Assignment 2: Cleaning and Visualizing Online Learning Data

BUS220 — Business Intelligence and Analytics

Author

Oleh Omelchenko

Published

January 1, 2026

Overview

You have a dataset of student enrollments from the first year of online courses on the edX platform (HarvardX and MITx). Each row represents one student’s activity in one course. The data is messy — it came from a real system with inconsistent missing values, broken formulas, and mixed data types.

Your task: clean the data, load it into Tableau, and build a set of worksheets that reveal how students engage with these courses.

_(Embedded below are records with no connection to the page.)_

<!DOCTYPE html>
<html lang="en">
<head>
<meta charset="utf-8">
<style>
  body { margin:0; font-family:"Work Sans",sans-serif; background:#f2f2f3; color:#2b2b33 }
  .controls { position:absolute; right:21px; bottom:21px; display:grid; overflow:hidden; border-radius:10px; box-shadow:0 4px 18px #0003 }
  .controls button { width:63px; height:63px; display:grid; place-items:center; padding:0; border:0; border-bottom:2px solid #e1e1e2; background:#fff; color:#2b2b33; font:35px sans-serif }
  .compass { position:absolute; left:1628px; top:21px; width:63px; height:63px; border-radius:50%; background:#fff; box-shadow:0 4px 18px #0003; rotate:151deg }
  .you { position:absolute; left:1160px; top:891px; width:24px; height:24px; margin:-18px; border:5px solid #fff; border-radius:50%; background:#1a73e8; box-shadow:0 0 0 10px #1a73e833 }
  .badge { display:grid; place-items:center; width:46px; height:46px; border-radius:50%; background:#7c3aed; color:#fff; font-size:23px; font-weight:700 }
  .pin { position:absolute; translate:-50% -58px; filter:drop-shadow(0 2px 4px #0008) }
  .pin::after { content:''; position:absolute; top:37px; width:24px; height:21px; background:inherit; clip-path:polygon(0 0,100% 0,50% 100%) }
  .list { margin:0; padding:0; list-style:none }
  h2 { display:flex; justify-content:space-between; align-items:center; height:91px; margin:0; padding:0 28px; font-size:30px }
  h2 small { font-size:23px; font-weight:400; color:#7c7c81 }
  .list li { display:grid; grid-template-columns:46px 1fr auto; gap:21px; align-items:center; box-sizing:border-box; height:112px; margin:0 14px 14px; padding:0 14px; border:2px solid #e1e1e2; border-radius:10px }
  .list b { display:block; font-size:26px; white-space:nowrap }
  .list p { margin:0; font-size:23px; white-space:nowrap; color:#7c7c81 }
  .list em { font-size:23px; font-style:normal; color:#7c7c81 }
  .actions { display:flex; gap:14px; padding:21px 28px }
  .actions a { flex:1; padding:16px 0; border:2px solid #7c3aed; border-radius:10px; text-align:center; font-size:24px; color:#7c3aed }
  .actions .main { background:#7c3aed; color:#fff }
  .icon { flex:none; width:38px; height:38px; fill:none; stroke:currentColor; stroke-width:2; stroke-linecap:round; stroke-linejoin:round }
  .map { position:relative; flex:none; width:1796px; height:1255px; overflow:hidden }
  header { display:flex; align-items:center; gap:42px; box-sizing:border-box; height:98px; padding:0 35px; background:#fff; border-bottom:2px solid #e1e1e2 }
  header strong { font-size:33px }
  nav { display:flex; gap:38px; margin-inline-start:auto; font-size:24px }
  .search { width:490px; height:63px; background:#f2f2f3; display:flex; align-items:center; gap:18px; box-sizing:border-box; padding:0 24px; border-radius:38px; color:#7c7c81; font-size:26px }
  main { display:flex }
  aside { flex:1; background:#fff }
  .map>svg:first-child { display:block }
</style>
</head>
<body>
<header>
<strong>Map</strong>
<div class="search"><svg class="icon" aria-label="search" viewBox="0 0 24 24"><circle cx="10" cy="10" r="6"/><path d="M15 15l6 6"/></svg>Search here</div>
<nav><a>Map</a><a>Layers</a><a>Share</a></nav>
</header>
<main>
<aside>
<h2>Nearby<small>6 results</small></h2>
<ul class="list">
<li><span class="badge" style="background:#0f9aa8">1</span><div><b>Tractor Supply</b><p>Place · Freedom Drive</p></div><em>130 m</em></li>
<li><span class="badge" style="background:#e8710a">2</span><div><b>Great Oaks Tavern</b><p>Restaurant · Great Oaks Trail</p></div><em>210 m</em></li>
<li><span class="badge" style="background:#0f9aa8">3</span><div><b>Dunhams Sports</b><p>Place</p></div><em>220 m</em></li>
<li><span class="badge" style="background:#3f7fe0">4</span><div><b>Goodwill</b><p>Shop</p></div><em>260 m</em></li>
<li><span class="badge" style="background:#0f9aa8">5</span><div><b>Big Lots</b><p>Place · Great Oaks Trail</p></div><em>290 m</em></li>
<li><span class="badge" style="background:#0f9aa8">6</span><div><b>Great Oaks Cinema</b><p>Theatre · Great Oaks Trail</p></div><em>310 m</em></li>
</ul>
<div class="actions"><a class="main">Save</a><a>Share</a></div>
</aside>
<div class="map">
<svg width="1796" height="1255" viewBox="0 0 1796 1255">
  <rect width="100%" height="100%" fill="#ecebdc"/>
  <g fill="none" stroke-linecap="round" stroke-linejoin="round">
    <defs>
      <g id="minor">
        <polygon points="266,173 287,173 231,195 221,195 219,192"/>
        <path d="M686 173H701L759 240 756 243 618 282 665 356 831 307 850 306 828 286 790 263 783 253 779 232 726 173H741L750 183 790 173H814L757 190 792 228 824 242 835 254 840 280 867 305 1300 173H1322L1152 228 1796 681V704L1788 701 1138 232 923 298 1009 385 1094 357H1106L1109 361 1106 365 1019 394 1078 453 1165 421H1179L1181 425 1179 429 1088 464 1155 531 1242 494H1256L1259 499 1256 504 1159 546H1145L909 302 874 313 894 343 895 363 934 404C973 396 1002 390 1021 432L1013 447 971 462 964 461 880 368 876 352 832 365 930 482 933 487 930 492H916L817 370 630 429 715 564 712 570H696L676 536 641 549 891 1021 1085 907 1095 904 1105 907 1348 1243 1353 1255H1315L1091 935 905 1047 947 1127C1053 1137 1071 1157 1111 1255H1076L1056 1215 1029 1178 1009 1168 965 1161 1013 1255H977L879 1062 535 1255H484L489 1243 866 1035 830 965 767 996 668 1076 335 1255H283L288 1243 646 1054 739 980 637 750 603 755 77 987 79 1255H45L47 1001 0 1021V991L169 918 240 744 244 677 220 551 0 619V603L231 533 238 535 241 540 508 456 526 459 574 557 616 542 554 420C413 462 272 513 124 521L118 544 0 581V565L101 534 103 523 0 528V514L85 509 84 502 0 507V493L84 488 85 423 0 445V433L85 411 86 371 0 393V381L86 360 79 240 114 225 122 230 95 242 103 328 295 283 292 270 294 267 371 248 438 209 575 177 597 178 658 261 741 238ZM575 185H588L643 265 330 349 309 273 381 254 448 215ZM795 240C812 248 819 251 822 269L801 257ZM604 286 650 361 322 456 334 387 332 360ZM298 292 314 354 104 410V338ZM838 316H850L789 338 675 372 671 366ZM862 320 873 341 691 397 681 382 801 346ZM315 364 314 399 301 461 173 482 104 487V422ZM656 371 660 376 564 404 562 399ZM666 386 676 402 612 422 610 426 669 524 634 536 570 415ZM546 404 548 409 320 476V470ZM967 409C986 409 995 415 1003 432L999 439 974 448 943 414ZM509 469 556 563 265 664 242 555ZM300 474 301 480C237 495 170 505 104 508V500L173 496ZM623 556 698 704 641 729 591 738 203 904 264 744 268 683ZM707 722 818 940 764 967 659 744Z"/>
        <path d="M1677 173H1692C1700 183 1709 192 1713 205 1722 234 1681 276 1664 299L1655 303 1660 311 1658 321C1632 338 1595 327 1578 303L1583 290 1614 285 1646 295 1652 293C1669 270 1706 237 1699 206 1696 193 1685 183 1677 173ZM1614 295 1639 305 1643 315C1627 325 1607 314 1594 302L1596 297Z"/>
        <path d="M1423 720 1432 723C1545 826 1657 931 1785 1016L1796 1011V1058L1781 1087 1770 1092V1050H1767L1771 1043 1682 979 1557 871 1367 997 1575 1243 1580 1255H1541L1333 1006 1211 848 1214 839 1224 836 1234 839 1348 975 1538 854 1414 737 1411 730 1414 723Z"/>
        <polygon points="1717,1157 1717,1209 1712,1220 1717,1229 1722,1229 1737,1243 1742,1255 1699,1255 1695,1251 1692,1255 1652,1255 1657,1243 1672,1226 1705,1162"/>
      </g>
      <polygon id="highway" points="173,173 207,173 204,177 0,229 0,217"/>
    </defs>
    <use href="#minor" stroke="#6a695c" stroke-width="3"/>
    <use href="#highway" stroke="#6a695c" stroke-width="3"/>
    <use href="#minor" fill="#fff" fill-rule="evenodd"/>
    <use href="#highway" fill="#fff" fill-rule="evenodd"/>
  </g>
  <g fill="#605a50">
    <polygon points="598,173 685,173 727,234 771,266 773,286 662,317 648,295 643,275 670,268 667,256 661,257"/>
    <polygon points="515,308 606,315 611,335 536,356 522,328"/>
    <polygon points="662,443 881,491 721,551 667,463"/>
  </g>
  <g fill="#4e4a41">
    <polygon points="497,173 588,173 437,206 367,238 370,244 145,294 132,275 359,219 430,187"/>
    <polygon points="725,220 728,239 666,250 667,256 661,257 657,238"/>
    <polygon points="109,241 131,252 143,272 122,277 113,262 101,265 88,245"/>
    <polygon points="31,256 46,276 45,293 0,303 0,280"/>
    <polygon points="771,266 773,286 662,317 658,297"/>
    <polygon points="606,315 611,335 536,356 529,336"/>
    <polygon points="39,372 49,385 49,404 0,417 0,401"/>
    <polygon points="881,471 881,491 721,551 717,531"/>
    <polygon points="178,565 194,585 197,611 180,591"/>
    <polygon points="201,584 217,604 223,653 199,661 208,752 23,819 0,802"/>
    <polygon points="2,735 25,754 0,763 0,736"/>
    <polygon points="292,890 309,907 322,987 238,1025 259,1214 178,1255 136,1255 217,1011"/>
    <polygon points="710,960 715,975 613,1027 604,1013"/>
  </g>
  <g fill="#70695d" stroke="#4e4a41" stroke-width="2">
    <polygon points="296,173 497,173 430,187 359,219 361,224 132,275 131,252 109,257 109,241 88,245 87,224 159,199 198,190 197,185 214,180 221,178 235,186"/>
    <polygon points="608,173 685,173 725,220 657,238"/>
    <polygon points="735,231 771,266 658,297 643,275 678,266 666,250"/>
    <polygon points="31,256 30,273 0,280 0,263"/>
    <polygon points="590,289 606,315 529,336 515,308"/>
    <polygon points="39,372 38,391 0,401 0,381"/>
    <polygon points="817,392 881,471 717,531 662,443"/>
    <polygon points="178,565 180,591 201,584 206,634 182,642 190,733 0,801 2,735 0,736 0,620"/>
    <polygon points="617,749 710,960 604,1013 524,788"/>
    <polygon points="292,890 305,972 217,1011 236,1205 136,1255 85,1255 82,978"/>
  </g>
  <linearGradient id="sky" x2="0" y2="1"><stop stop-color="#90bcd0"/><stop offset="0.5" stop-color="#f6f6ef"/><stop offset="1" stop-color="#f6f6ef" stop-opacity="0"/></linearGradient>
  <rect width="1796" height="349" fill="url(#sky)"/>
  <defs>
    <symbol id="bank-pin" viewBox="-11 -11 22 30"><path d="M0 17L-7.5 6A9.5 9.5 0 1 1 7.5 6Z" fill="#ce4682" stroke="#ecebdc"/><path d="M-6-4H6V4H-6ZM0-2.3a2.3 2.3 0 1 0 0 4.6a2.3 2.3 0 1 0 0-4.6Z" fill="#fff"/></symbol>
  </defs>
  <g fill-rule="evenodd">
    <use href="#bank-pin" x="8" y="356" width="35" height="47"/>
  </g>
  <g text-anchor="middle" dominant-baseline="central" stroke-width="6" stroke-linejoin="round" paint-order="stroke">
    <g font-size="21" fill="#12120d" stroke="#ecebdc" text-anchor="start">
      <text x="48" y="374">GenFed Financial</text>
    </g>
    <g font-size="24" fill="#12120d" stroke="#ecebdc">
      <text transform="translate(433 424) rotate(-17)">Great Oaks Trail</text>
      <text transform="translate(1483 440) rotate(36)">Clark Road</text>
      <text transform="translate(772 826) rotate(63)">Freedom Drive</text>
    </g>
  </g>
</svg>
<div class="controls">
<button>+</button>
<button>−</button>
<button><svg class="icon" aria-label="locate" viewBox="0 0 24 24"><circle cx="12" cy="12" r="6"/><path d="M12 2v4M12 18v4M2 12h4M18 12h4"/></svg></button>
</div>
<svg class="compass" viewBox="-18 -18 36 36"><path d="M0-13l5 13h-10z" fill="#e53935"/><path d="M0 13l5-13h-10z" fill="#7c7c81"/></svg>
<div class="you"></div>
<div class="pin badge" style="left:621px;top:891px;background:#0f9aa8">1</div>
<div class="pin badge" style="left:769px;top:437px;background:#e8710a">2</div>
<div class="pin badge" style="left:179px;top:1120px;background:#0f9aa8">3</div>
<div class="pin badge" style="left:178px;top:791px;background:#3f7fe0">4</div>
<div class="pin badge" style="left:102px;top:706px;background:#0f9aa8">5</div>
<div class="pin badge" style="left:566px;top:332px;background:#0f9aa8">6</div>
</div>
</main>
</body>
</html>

Total: 8 points + 2 bonus points

Deadline: See Moodle. Late policy: 1–7 days = 50% credit, >7 days = 0.

Deliverables

Submit in Moodle (file upload + submission text box):

Cleaning artifact — the script or pipeline you used to clean the data:
- Syto: export the pipeline as JSON (File > Export pipeline)
- Python: .py or .ipynb notebook
- R: .R script
- Other tool: document your steps so they could be reproduced
Tableau workbook (.twbx — File > Export As Packaged Workbook) with 4 worksheets
Moodle submission text — your written answers for Parts 1 and 3 (see details below)

Submission rules

Text or file uploads only. Do not submit links to Google Docs, Google Sheets, or any external service. Submissions containing external links instead of actual files will receive a −1 point deduction.
Scripts must be reproducible. If you submit a notebook, it should run top-to-bottom on the original CSV without manual intervention. If you submit a Syto pipeline, it should be importable. Submissions that cannot be reproduced will receive a −1 point deduction. (These two deductions do not compound — maximum −1 for submission format issues.)

File naming: LastName_FirstName_assignment_2.twbx (and same pattern for your cleaning artifact, e.g. .ipynb, .py, .json)

Dataset

Download edx-courses-subset.csv from Moodle (~15,000 rows, 23 columns).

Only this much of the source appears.